> _DATA EXCERPTS_:
************

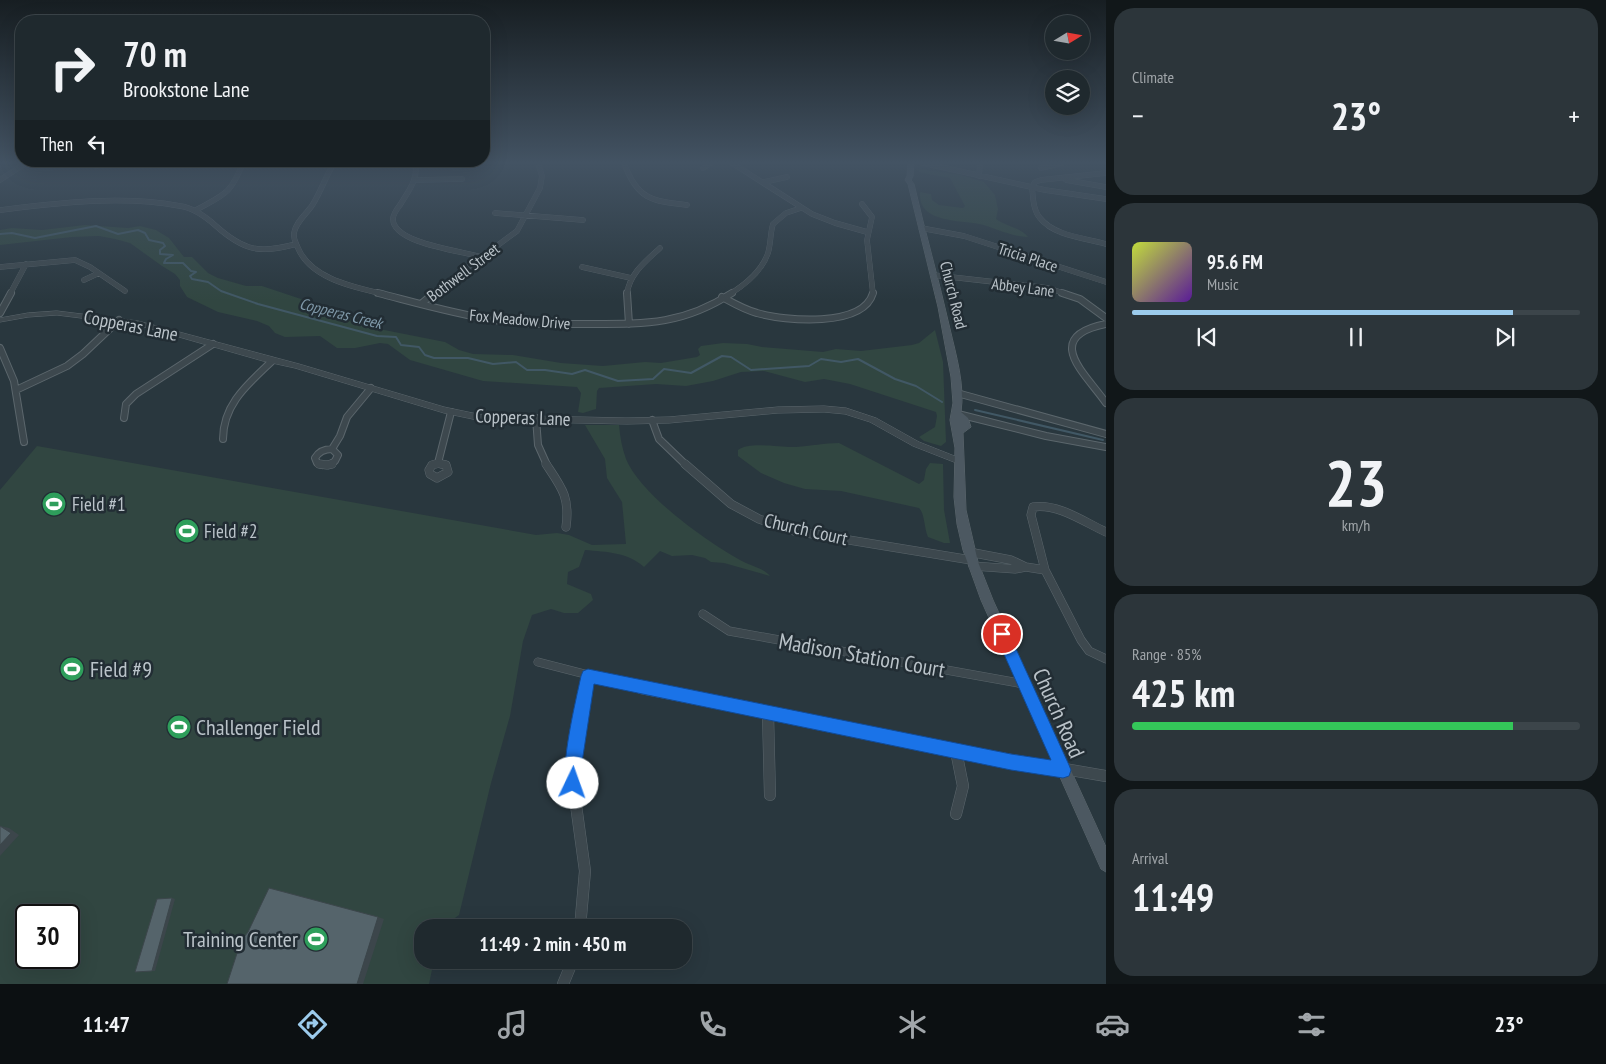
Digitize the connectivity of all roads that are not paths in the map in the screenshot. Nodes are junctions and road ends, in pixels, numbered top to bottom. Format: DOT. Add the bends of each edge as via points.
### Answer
graph roads {
  1 [pos="14,209"];
  2 [pos="192,209"];
  3 [pos="309,209"];
  4 [pos="397,209"];
  5 [pos="529,209"];
  6 [pos="798,209"];
  7 [pos="803,209"];
  8 [pos="866,209"];
  9 [pos="917,209"];
  10 [pos="1036,209"];
  11 [pos="0,210"];
  12 [pos="196,210"];
  13 [pos="495,213"];
  14 [pos="526,216"];
  15 [pos="583,220"];
  16 [pos="921,228"];
  17 [pos="867,232"];
  18 [pos="296,244"];
  19 [pos="1106,244"];
  20 [pos="660,248"];
  21 [pos="482,257"];
  22 [pos="26,264"];
  23 [pos="582,267"];
  24 [pos="0,268"];
  25 [pos="99,273"];
  26 [pos="933,276"];
  27 [pos="630,278"];
  28 [pos="84,280"];
  29 [pos="1106,282"];
  30 [pos="124,291"];
  31 [pos="9,293"];
  32 [pos="0,294"];
  33 [pos="722,297"];
  34 [pos="421,304"];
  35 [pos="0,313"];
  36 [pos="1106,318"];
  37 [pos="0,320"];
  38 [pos="119,320"];
  39 [pos="629,324"];
  40 [pos="1106,324"];
  41 [pos="213,344"];
  42 [pos="0,348"];
  43 [pos="272,360"];
  44 [pos="371,388"];
  45 [pos="16,390"];
  46 [pos="957,393"];
  47 [pos="1106,403"];
  48 [pos="451,412"];
  49 [pos="958,414"];
  50 [pos="124,418"];
  51 [pos="536,418"];
  52 [pos="652,420"];
  53 [pos="1106,434"];
  54 [pos="223,438"];
  55 [pos="24,442"];
  56 [pos="1106,447"];
  57 [pos="332,449"];
  58 [pos="958,461"];
  59 [pos="438,463"];
  60 [pos="566,527"];
  61 [pos="1106,532"];
  62 [pos="971,559"];
  63 [pos="1026,567"];
  64 [pos="1045,570"];
  65 [pos="703,614"];
  66 [pos="1106,659"];
  67 [pos="538,662"];
  68 [pos="588,676"];
  69 [pos="1024,684"];
  70 [pos="768,714"];
  71 [pos="956,751"];
  72 [pos="1063,770"];
  73 [pos="1106,776"];
  74 [pos="770,795"];
  75 [pos="956,814"];
  76 [pos="1106,864"];
  77 [pos="581,919"];
  78 [pos="569,969"];
  79 [pos="563,984"];
  1 -- 11 [label="street"];
  2 -- 12 [label="street"];
  3 -- 18 [label="street" via="296,228"];
  4 -- 21 [label="street" via="392,217 393,224 396,230 410,238"];
  5 -- 14 [label="street, Bothwell Street"];
  6 -- 33 [label="street, Fox Meadow Drive" via="775,220 763,264 750,279"];
  7 -- 17 [label="street" via="836,224"];
  8 -- 17 [label="street" via="872,217"];
  9 -- 16 [label="main road, Church Road"];
  10 -- 19 [label="street" via="1045,222 1068,233"];
  12 -- 18 [label="street" via="244,247 267,250"];
  13 -- 14 [label="street"];
  14 -- 15 [label="street"];
  14 -- 21 [label="street, Bothwell Street" via="510,237"];
  16 -- 26 [label="main road, Church Road"];
  16 -- 29 [label="street, Tricia Place" via="964,236"];
  17 -- 33 [label="street" via="873,294 869,305 859,312 835,317 779,317 753,312"];
  18 -- 34 [label="street, Fox Meadow Drive" via="309,263 330,277"];
  20 -- 27 [label="street"];
  21 -- 34 [label="street, Bothwell Street"];
  22 -- 24 [label="street"];
  22 -- 25 [label="street" via="76,260"];
  22 -- 31 [label="street"];
  23 -- 27 [label="street"];
  25 -- 28 [label="street"];
  25 -- 30 [label="street"];
  26 -- 36 [label="street, Abbey Lane" via="1048,288 1080,300"];
  26 -- 46 [label="main road, Church Road"];
  27 -- 39 [label="street" via="625,295"];
  31 -- 32 [label="street"];
  31 -- 35 [label="street"];
  33 -- 39 [label="street, Fox Meadow Drive" via="681,317 656,323"];
  34 -- 39 [label="street, Fox Meadow Drive" via="519,323"];
  37 -- 38 [label="street, Copperas Lane" via="57,313"];
  38 -- 41 [label="street, Copperas Lane" via="138,322"];
  38 -- 45 [label="street" via="67,366"];
  40 -- 47 [label="street" via="1081,333 1073,344 1072,352 1075,364"];
  41 -- 43 [label="street, Copperas Lane"];
  41 -- 50 [label="street" via="136,394 126,404"];
  42 -- 45 [label="street"];
  43 -- 44 [label="street, Copperas Lane"];
  43 -- 54 [label="street" via="232,404 221,426"];
  44 -- 48 [label="street, Copperas Lane"];
  44 -- 57 [label="street" via="347,417"];
  45 -- 55 [label="street"];
  46 -- 49 [label="main road, Church Road"];
  46 -- 53 [label="street"];
  48 -- 51 [label="street, Copperas Lane" via="482,418"];
  48 -- 59 [label="street"];
  49 -- 56 [label="street"];
  49 -- 58 [label="main road, Church Road" via="965,420 966,427 958,431"];
  51 -- 52 [label="street, Copperas Lane"];
  51 -- 60 [label="street" via="540,452 560,482 569,503"];
  52 -- 58 [label="street, Copperas Lane" via="769,410 851,412"];
  52 -- 62 [label="street, Church Court" via="659,439 700,478 731,504 759,519 794,531"];
  58 -- 62 [label="main road, Church Road" via="961,511"];
  61 -- 64 [label="street" via="1048,506 1033,507 1031,515"];
  62 -- 63 [label="street" via="1015,569"];
  62 -- 63 [label="street" via="1011,560"];
  62 -- 69 [label="main road, Church Road"];
  63 -- 64 [label="street"];
  64 -- 66 [label="street" via="1080,640 1089,651"];
  65 -- 69 [label="street, Madison Station Court" via="729,631"];
  67 -- 68 [label="street"];
  68 -- 70 [label="street"];
  68 -- 77 [label="street" via="573,761 584,871"];
  69 -- 72 [label="main road, Church Road"];
  70 -- 71 [label="street"];
  70 -- 74 [label="street"];
  71 -- 72 [label="street"];
  71 -- 75 [label="street" via="963,786"];
  72 -- 73 [label="street"];
  72 -- 76 [label="main road, Church Road"];
  78 -- 79 [label="street"];
}
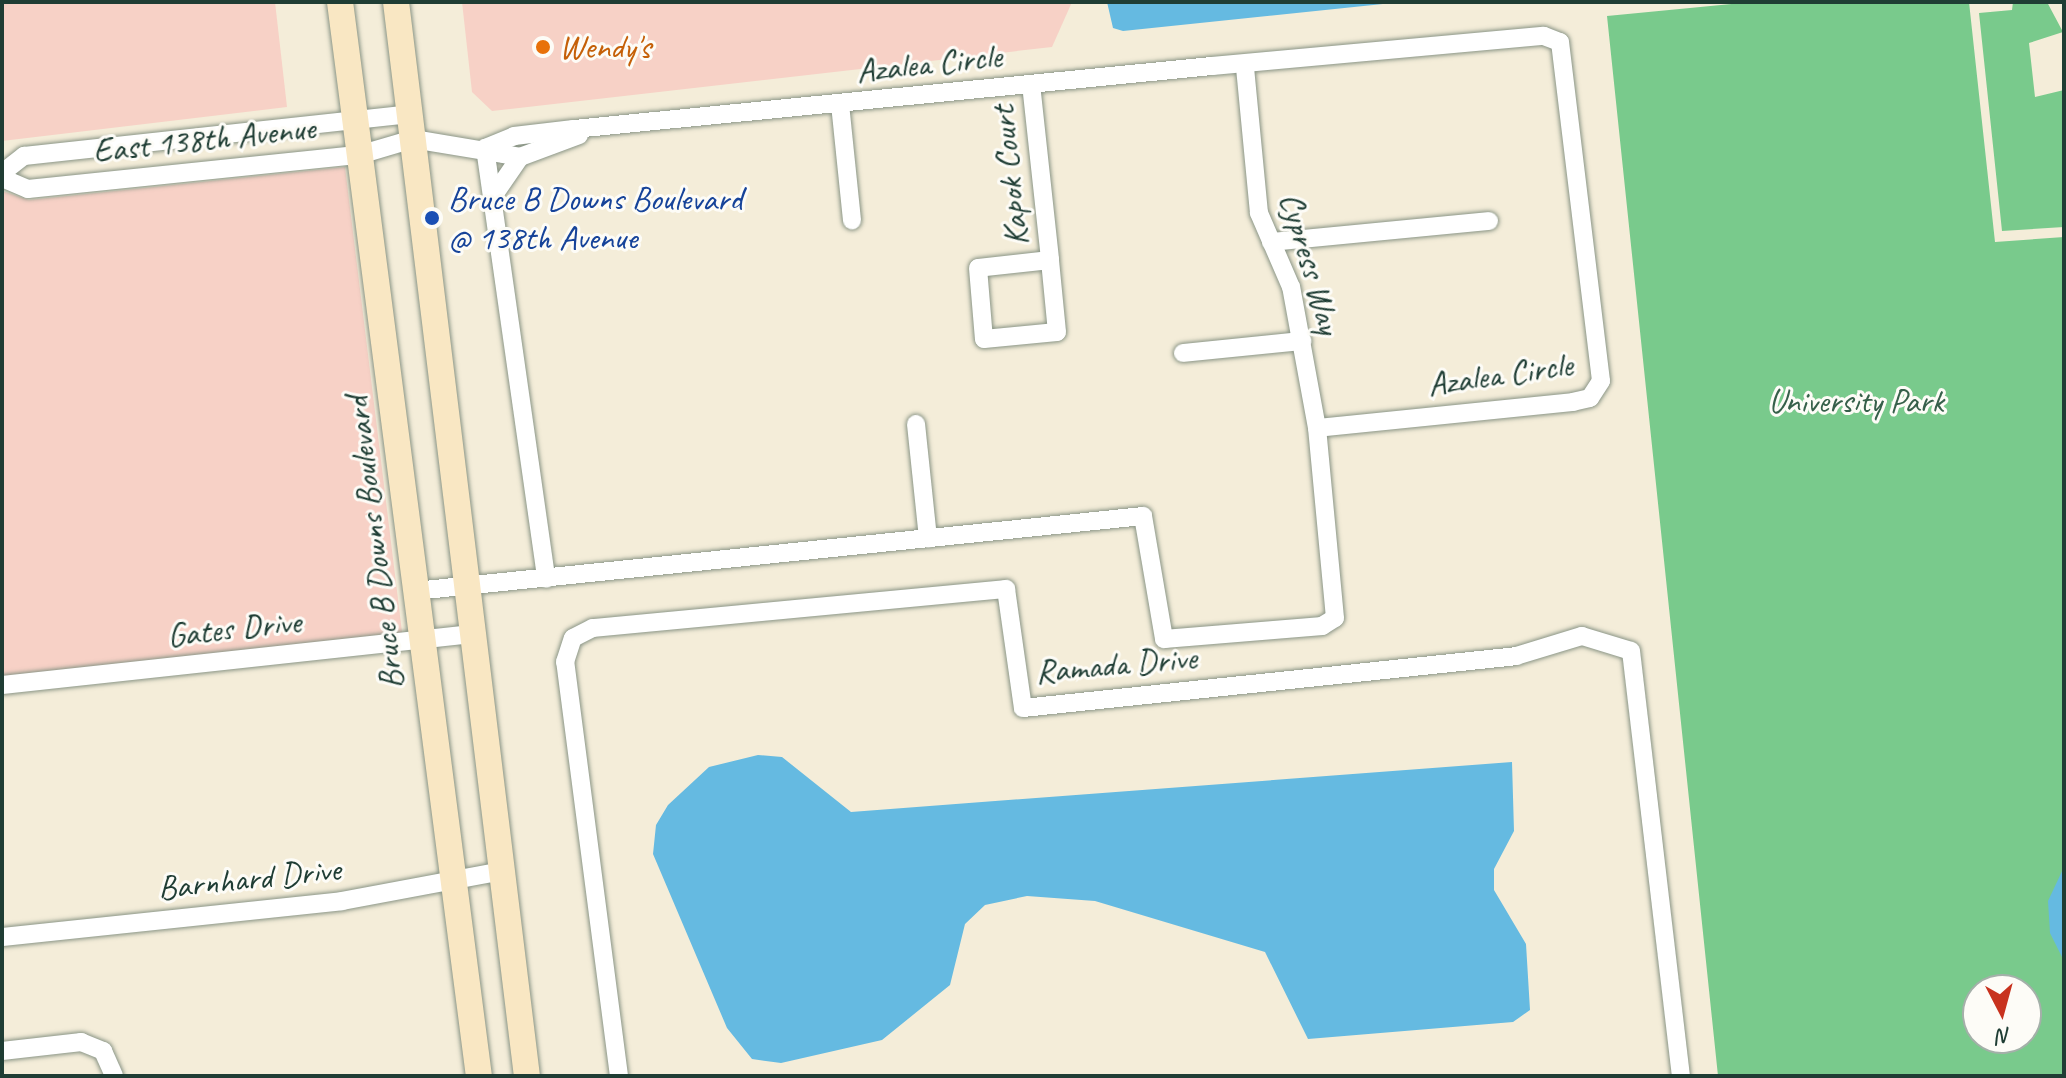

************

> _EXERCISE REQUIREMENTS_:
What is needed is the number of lines in the data that hold the word "Meadow", with nothing added.

> _TASK SOLUTION_:
4